**Your goal**.
All of the records below are to be output exactly; no image belongs in the result.

------ Input records

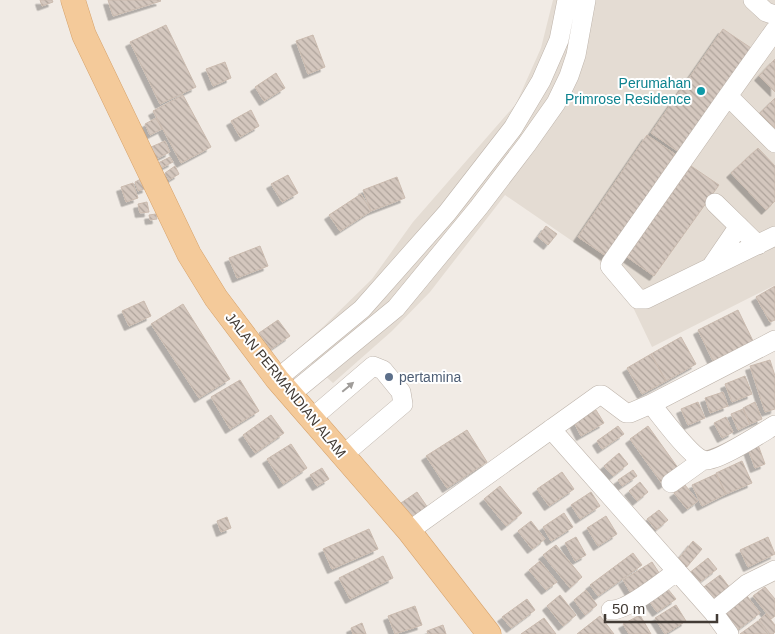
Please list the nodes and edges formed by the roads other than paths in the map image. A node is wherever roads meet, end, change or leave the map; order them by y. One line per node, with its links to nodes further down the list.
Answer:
1 (73, 0): 15 (main road, JALAN PERMANDIAN ALAM)
2 (567, 0): 15 (street)
3 (586, 0): 15 (street)
4 (753, 0): 5 (street)
5 (775, 16)
6 (775, 30): 7 (street)
7 (728, 96): 8 (street); 13 (street)
8 (775, 143)
9 (715, 203): 10 (street)
10 (739, 226): 12 (street); 13 (street)
11 (775, 236): 12 (street)
12 (758, 245): 13 (street)
13 (711, 268)
14 (775, 340): 16 (street)
15 (284, 387): 17 (main road, JALAN PERMANDIAN ALAM)
16 (650, 404): 19 (street); 21 (street)
17 (311, 419): 20 (main road, JALAN PERMANDIAN ALAM); 20 (street, one-way to 20)
18 (775, 425): 21 (street)
19 (551, 429): 23 (street); 25 (street)
20 (343, 455): 23 (main road, JALAN PERMANDIAN ALAM)
21 (703, 460): 22 (street)
22 (671, 483)
23 (409, 531): 28 (main road, JALAN PERMANDIAN ALAM)
24 (775, 570): 27 (street)
25 (677, 571): 26 (street); 27 (street)
26 (611, 610)
27 (713, 612): 29 (street)
28 (490, 634)
29 (729, 634)

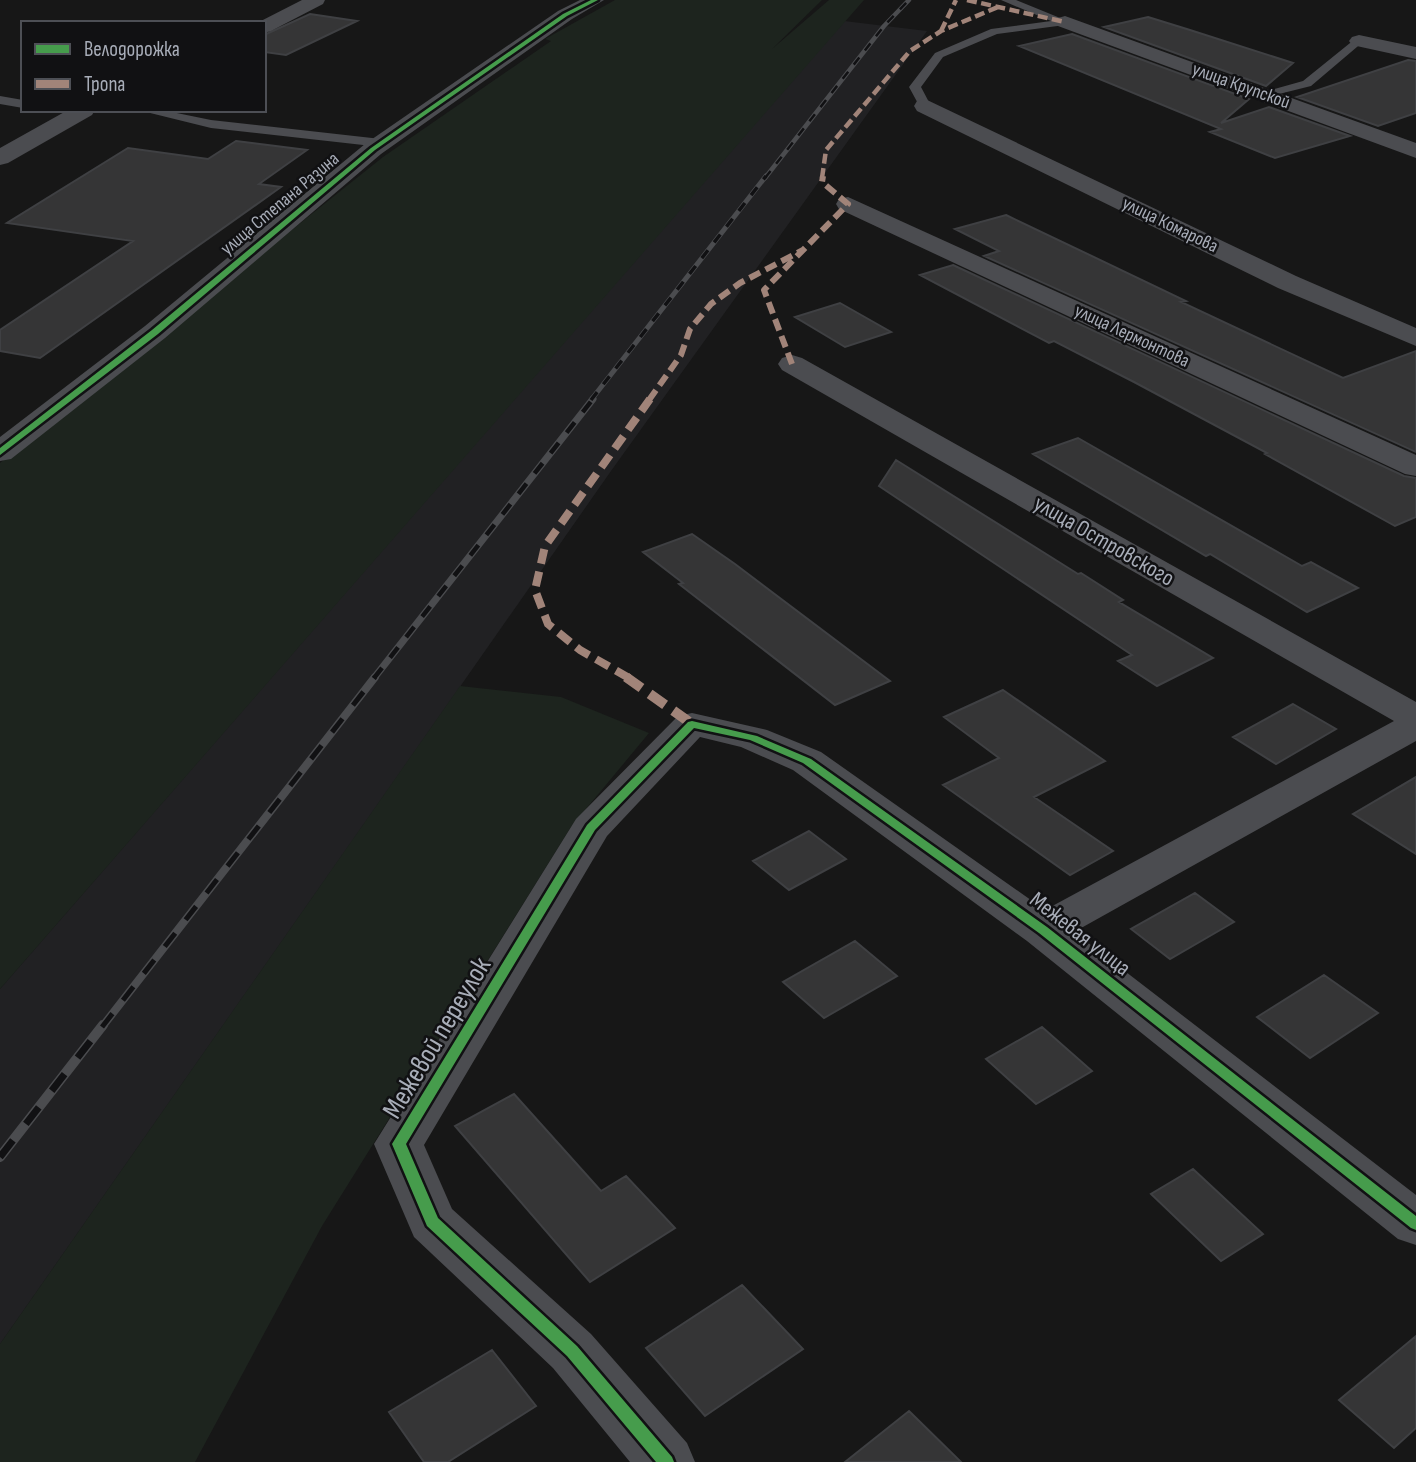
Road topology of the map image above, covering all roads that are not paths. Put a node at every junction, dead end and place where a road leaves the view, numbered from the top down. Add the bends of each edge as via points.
1 (316, 0) edge
2 (595, 0) edge
3 (1006, 0) edge
4 (1065, 22) junction
5 (266, 26) edge
6 (1359, 41) joint
7 (1416, 53) edge
8 (1263, 94) junction
9 (0, 100) edge
10 (21, 104) edge
11 (925, 106) joint
12 (72, 112) edge
13 (154, 112) edge
14 (381, 143) junction
15 (1416, 151) edge
16 (0, 158) edge
17 (848, 204) dead end
18 (1416, 338) edge
19 (792, 365) dead end
20 (0, 452) edge
21 (1416, 467) edge
22 (1416, 718) edge
23 (692, 724) joint
24 (1416, 725) edge
25 (1043, 930) junction
26 (1416, 1224) edge
27 (666, 1462) edge

1 - 5 street
2 - 14 street, улица Степана Разина via 565,15
3 - 4 lane
4 - 8 street, улица Крупской
4 - 11 lane via 995,32 939,55 915,87
6 - 7 street
6 - 8 lane via 1307,84
8 - 15 street, улица Крупской
9 - 10 lane
11 - 18 street, улица Комарова via 1287,282
12 - 16 street
13 - 14 lane via 211,124
14 - 20 street, улица Степана Разина via 155,332
17 - 21 street, улица Лермонтова
19 - 22 street, улица Островского
23 - 25 street, Межевая улица via 753,738 807,761
23 - 27 street, Межевой переулок via 591,828 399,1144 432,1222 572,1351
24 - 25 street
25 - 26 street, Межевая улица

------------

**Written answer**.
Please list the nodes and edges formed by the roads other than paths in the map image. A node is wherever roads meet, end, change or leave the map; order them by y. One line per node, with its links to nodes further down the list.
Answer:
1 (73, 0): 15 (main road, JALAN PERMANDIAN ALAM)
2 (567, 0): 15 (street)
3 (586, 0): 15 (street)
4 (753, 0): 5 (street)
5 (775, 16)
6 (775, 30): 7 (street)
7 (728, 96): 8 (street); 13 (street)
8 (775, 143)
9 (715, 203): 10 (street)
10 (739, 226): 12 (street); 13 (street)
11 (775, 236): 12 (street)
12 (758, 245): 13 (street)
13 (711, 268)
14 (775, 340): 16 (street)
15 (284, 387): 17 (main road, JALAN PERMANDIAN ALAM)
16 (650, 404): 19 (street); 21 (street)
17 (311, 419): 20 (main road, JALAN PERMANDIAN ALAM); 20 (street, one-way to 20)
18 (775, 425): 21 (street)
19 (551, 429): 23 (street); 25 (street)
20 (343, 455): 23 (main road, JALAN PERMANDIAN ALAM)
21 (703, 460): 22 (street)
22 (671, 483)
23 (409, 531): 28 (main road, JALAN PERMANDIAN ALAM)
24 (775, 570): 27 (street)
25 (677, 571): 26 (street); 27 (street)
26 (611, 610)
27 (713, 612): 29 (street)
28 (490, 634)
29 (729, 634)

Road topology of the map image above, covering all roads that are not paths. Put a node at every junction, dead end and place where a road leaves the view, numbered from the top down. Add the bends of each edge as via points.
1 (316, 0) edge
2 (595, 0) edge
3 (1006, 0) edge
4 (1065, 22) junction
5 (266, 26) edge
6 (1359, 41) joint
7 (1416, 53) edge
8 (1263, 94) junction
9 (0, 100) edge
10 (21, 104) edge
11 (925, 106) joint
12 (72, 112) edge
13 (154, 112) edge
14 (381, 143) junction
15 (1416, 151) edge
16 (0, 158) edge
17 (848, 204) dead end
18 (1416, 338) edge
19 (792, 365) dead end
20 (0, 452) edge
21 (1416, 467) edge
22 (1416, 718) edge
23 (692, 724) joint
24 (1416, 725) edge
25 (1043, 930) junction
26 (1416, 1224) edge
27 (666, 1462) edge

1 - 5 street
2 - 14 street, улица Степана Разина via 565,15
3 - 4 lane
4 - 8 street, улица Крупской
4 - 11 lane via 995,32 939,55 915,87
6 - 7 street
6 - 8 lane via 1307,84
8 - 15 street, улица Крупской
9 - 10 lane
11 - 18 street, улица Комарова via 1287,282
12 - 16 street
13 - 14 lane via 211,124
14 - 20 street, улица Степана Разина via 155,332
17 - 21 street, улица Лермонтова
19 - 22 street, улица Островского
23 - 25 street, Межевая улица via 753,738 807,761
23 - 27 street, Межевой переулок via 591,828 399,1144 432,1222 572,1351
24 - 25 street
25 - 26 street, Межевая улица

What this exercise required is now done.